*Requirement*: Report each line of the data below in which "nodes" appears.

*Dataset records*:
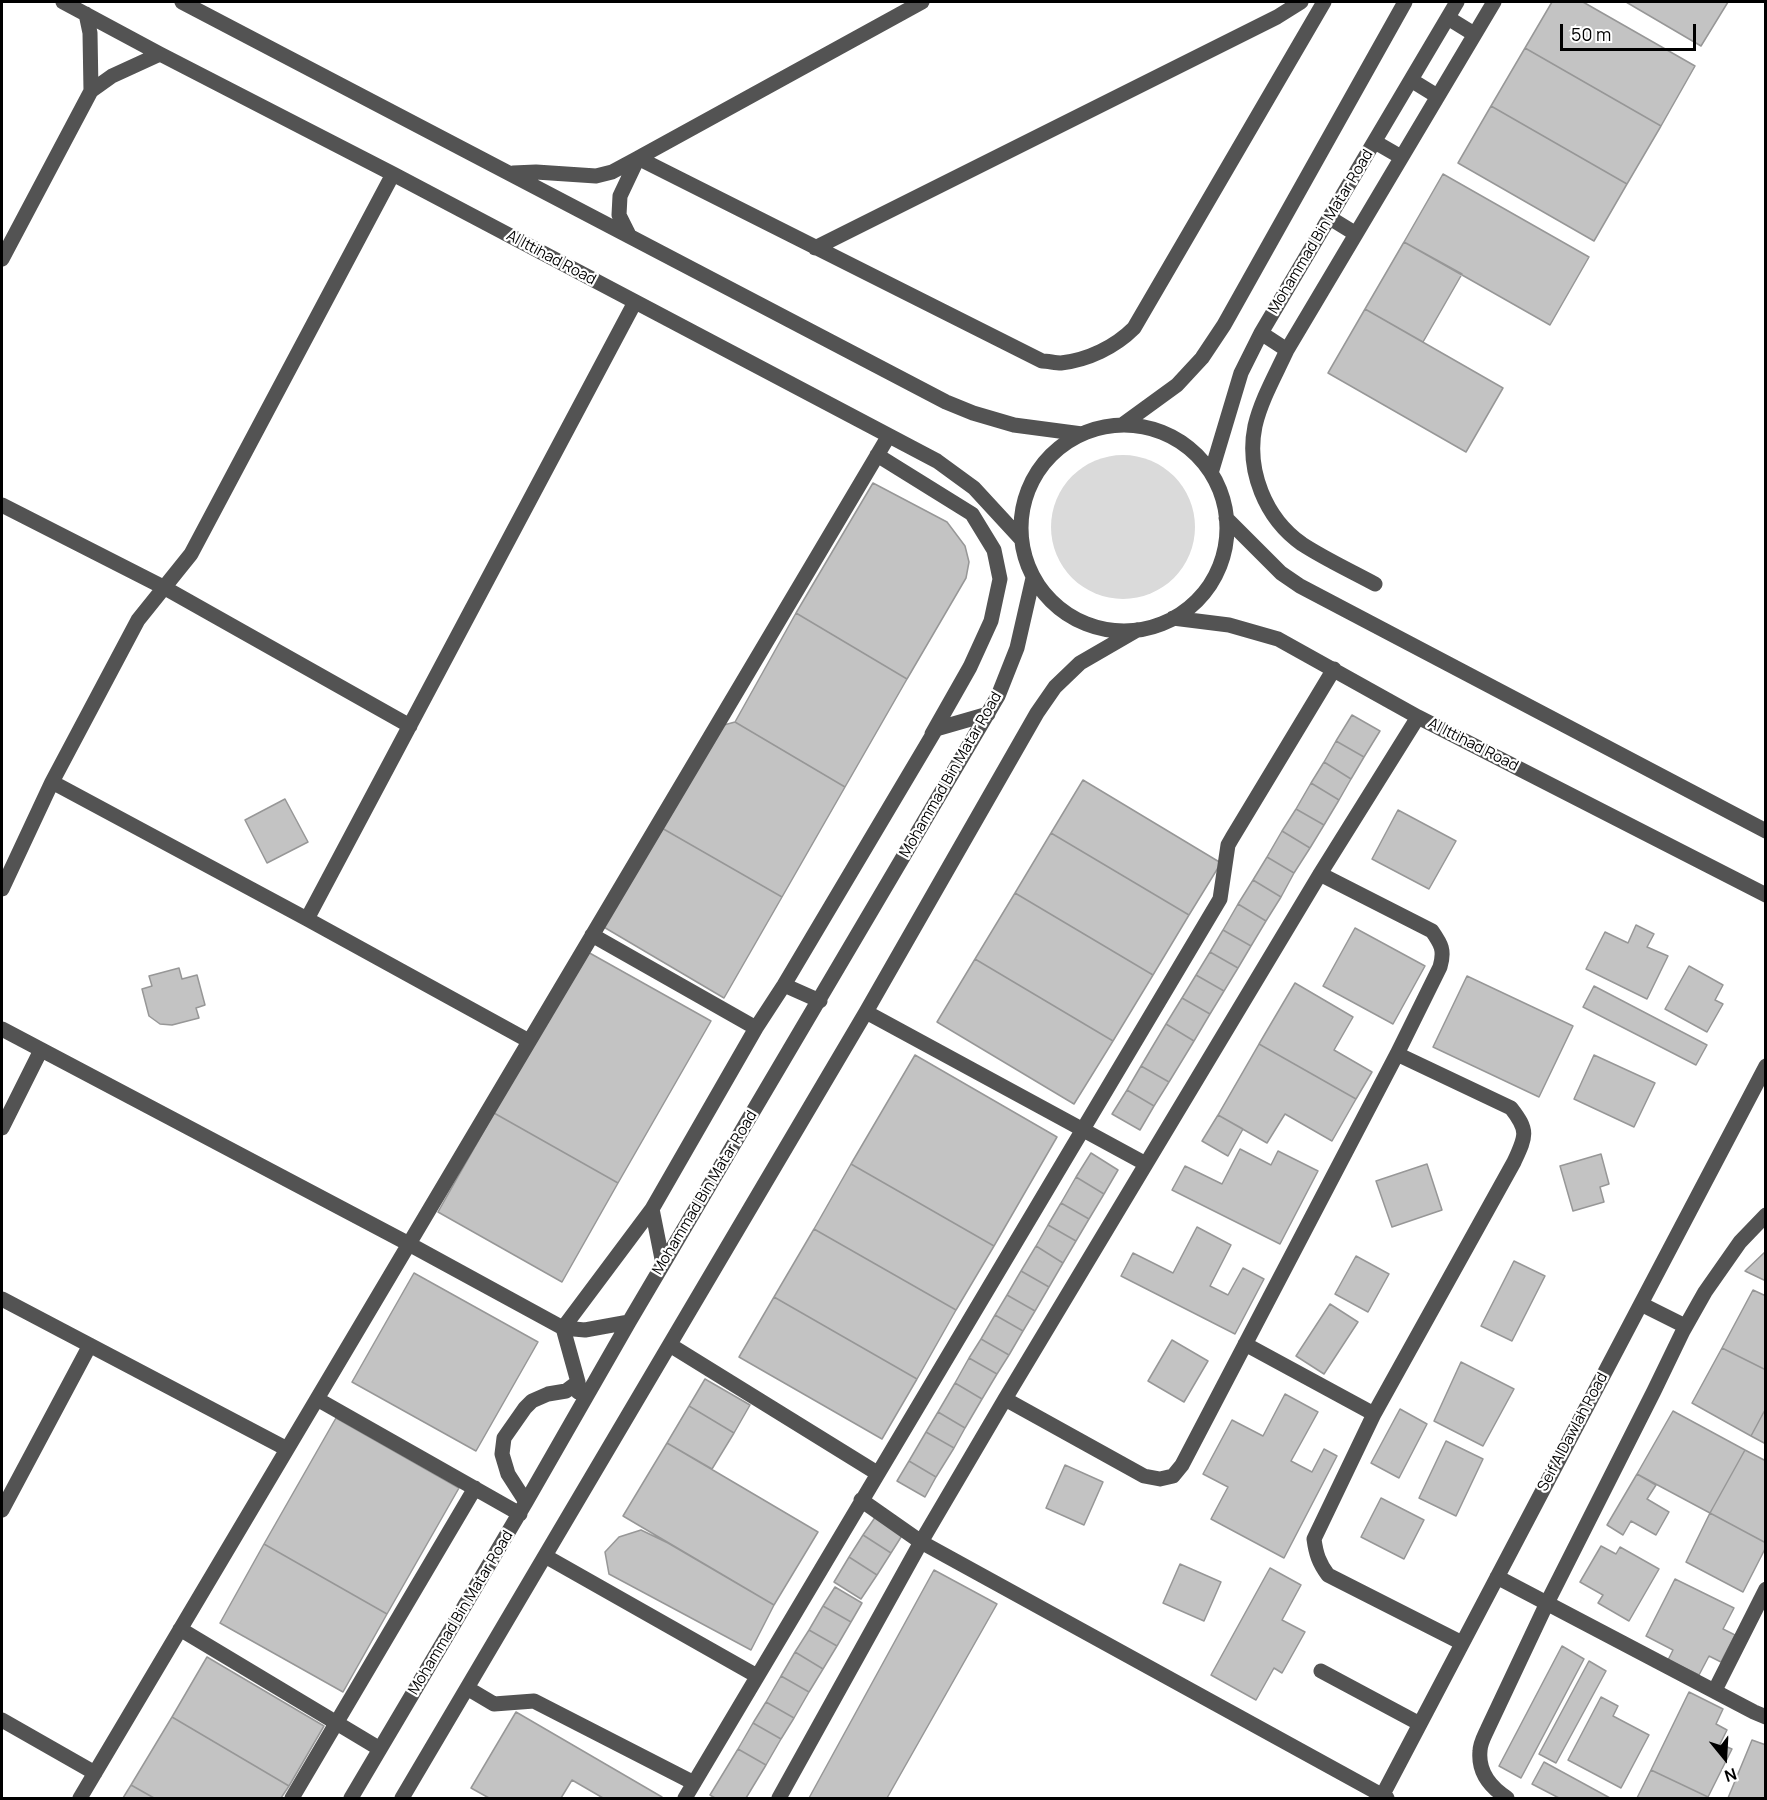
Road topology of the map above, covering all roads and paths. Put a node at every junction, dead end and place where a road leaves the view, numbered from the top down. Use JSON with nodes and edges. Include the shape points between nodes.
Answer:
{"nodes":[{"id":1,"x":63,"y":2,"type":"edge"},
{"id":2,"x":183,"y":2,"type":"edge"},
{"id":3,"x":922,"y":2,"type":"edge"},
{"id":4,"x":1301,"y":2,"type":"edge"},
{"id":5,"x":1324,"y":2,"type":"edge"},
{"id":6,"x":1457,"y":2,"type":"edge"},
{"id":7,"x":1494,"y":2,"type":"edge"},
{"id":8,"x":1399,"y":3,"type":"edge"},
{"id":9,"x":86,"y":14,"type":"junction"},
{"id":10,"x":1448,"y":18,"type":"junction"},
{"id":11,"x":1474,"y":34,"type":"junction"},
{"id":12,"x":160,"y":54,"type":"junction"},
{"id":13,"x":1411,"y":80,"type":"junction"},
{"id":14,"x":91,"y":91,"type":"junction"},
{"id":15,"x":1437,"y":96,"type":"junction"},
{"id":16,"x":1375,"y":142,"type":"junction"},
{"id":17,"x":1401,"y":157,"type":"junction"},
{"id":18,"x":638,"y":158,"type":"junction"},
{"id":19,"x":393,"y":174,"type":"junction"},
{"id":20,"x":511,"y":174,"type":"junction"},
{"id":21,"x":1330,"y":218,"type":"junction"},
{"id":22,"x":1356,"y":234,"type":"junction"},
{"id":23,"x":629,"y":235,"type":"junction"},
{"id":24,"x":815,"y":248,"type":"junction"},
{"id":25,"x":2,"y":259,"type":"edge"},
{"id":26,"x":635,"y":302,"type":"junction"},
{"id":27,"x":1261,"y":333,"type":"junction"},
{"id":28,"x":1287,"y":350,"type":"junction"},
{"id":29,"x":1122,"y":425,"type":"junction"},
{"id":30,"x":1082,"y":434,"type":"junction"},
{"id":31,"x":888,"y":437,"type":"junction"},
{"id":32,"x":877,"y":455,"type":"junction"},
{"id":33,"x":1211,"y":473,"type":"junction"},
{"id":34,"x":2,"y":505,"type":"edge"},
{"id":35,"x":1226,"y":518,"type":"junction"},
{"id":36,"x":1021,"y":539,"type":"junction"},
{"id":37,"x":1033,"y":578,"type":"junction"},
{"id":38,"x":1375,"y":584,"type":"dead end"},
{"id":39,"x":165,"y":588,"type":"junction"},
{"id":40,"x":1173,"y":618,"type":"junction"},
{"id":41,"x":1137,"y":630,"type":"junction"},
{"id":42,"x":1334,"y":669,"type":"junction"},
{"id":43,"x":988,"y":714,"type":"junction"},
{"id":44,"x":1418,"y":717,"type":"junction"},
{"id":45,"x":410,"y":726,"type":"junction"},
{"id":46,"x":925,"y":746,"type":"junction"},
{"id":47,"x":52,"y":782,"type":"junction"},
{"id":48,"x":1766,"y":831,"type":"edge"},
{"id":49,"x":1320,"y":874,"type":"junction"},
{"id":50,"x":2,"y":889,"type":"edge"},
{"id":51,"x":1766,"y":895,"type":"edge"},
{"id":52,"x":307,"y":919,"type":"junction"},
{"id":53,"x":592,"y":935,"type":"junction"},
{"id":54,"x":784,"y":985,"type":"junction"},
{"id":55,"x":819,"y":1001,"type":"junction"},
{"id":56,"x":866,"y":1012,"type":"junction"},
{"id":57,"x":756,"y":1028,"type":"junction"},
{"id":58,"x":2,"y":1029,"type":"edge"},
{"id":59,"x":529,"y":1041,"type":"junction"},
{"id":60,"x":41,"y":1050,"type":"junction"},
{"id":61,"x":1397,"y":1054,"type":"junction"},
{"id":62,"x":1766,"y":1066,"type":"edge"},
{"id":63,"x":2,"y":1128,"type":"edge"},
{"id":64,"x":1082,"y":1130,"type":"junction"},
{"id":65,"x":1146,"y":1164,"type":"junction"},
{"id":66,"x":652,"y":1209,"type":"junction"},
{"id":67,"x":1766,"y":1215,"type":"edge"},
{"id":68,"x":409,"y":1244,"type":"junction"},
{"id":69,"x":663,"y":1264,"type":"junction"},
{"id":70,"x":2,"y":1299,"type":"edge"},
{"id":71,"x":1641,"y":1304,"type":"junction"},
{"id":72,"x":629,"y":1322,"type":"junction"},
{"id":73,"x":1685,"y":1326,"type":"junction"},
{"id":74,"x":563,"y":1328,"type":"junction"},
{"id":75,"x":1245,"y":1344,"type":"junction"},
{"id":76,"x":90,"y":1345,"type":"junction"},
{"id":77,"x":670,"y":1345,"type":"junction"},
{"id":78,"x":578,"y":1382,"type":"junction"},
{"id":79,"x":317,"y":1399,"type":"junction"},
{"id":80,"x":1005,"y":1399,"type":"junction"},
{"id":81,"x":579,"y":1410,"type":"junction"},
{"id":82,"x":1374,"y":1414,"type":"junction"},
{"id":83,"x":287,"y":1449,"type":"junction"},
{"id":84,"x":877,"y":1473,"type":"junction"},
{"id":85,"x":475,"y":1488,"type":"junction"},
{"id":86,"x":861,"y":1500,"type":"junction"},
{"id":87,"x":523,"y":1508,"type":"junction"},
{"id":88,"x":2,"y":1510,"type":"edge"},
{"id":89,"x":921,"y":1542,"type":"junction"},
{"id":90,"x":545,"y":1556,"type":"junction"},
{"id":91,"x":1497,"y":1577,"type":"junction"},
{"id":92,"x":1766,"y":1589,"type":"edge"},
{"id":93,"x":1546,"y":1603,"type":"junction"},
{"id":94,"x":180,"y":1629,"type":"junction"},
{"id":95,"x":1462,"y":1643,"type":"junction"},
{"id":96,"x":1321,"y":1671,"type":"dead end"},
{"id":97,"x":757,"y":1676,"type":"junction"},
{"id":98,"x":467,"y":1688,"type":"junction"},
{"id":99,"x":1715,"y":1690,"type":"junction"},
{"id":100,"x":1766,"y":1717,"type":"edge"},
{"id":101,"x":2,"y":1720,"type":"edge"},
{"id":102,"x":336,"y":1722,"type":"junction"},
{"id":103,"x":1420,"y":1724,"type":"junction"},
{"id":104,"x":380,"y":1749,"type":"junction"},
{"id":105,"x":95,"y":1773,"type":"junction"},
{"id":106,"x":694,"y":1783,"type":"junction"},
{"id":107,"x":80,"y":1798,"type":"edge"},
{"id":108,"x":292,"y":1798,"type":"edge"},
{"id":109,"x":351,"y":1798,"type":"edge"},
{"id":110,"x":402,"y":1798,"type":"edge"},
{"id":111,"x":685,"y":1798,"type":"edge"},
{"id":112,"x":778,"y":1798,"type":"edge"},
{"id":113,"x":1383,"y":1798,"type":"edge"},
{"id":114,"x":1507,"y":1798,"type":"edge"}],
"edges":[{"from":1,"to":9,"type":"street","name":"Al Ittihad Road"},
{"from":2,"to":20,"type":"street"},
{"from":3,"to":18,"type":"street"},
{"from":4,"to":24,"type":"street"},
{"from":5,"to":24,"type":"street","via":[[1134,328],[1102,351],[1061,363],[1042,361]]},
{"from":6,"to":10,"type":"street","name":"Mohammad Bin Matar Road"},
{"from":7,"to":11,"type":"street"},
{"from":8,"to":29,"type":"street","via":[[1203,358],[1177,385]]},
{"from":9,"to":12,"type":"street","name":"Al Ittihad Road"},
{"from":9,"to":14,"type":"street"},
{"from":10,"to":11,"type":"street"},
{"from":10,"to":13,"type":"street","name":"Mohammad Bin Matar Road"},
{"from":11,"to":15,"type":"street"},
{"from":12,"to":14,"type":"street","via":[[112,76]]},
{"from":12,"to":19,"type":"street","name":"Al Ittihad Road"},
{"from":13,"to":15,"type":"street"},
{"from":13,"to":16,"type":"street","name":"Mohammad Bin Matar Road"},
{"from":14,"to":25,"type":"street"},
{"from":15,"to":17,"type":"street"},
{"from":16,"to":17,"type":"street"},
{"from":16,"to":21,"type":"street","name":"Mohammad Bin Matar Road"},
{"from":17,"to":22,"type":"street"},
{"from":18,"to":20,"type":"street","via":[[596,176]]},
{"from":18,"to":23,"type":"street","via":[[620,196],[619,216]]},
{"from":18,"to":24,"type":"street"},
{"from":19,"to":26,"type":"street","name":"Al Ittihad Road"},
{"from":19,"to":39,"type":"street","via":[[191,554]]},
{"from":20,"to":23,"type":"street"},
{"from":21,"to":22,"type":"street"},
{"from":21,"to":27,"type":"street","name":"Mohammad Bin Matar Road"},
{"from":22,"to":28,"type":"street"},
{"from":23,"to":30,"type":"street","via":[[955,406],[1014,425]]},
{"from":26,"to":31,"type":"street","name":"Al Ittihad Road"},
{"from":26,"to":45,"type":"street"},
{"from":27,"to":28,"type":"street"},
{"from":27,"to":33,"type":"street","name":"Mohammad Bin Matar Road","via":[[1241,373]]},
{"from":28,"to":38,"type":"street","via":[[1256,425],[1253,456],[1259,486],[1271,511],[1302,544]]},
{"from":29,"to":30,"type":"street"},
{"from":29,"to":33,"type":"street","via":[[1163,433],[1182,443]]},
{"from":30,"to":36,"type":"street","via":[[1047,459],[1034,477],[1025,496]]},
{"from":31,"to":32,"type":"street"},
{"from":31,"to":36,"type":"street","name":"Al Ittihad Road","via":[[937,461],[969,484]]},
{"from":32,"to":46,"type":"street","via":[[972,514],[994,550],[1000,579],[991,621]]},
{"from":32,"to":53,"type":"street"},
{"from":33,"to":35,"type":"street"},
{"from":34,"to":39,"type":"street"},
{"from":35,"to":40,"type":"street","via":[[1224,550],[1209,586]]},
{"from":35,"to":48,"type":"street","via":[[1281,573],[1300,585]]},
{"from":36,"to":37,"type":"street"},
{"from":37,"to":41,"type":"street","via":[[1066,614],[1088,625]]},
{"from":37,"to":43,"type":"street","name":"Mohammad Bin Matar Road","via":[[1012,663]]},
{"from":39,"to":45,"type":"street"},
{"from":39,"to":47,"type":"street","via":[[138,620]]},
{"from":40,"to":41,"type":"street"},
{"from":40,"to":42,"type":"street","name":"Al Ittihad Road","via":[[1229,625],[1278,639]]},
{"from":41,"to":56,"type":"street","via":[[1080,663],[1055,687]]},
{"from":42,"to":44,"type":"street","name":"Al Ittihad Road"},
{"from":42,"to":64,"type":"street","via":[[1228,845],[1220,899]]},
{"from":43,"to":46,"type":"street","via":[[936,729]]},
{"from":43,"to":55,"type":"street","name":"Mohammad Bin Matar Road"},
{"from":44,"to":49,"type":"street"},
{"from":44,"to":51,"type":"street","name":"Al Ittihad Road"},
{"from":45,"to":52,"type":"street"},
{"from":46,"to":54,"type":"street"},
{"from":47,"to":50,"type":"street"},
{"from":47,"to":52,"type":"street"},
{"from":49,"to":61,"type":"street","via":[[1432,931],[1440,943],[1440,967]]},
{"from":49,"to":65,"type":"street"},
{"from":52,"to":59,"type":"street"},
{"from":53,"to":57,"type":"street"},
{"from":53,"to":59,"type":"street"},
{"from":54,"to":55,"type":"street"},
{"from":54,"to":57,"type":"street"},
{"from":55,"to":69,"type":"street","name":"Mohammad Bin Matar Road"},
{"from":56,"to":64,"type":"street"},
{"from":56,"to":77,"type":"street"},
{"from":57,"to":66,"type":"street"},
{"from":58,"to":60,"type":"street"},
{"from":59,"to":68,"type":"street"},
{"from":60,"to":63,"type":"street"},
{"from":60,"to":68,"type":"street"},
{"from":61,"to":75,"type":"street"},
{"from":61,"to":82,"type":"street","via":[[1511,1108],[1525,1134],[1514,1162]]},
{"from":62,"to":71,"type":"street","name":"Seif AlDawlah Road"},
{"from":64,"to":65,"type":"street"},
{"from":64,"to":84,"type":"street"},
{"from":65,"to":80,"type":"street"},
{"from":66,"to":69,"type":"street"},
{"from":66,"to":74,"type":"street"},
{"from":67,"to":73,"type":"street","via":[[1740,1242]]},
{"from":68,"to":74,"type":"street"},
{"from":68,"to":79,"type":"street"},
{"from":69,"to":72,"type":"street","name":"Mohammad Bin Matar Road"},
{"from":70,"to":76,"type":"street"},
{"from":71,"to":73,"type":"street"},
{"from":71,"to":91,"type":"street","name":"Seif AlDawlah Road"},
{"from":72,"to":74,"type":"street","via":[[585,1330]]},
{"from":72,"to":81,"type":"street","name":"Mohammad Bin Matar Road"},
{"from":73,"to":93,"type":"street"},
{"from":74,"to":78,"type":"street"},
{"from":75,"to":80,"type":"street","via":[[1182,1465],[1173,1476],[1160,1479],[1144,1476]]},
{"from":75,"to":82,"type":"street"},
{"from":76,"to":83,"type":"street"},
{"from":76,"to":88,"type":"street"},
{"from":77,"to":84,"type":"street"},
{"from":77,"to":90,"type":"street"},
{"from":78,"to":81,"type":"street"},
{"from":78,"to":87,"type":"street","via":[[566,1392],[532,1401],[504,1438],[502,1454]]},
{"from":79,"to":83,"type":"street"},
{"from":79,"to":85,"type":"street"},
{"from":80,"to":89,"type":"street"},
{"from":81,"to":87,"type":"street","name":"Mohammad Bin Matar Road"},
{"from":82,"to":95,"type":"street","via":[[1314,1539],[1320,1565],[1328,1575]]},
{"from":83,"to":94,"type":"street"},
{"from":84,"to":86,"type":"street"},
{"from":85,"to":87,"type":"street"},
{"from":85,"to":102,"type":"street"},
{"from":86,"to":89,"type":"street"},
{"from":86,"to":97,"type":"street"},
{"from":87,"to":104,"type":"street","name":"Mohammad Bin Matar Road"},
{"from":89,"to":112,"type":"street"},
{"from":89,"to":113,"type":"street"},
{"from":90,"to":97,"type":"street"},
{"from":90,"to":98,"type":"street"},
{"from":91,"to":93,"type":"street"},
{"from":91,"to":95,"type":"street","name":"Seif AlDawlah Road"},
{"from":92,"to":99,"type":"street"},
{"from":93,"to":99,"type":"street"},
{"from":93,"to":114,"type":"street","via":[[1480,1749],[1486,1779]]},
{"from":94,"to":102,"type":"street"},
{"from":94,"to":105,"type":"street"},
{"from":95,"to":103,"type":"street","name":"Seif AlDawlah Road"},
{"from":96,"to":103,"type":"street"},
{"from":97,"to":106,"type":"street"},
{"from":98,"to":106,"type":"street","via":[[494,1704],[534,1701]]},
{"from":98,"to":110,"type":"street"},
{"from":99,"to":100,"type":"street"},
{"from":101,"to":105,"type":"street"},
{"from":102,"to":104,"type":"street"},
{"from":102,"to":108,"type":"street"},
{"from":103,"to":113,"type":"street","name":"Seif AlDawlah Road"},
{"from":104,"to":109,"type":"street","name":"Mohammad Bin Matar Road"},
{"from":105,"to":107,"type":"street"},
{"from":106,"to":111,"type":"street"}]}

*Completed exercise*:
Road topology of the map above, covering all roads and paths. Put a node at every junction, dead end and place where a road leaves the view, numbered from the top down. Use JSON with nodes and edges. Include the shape points between nodes.
{"nodes":[{"id":1,"x":63,"y":2,"type":"edge"},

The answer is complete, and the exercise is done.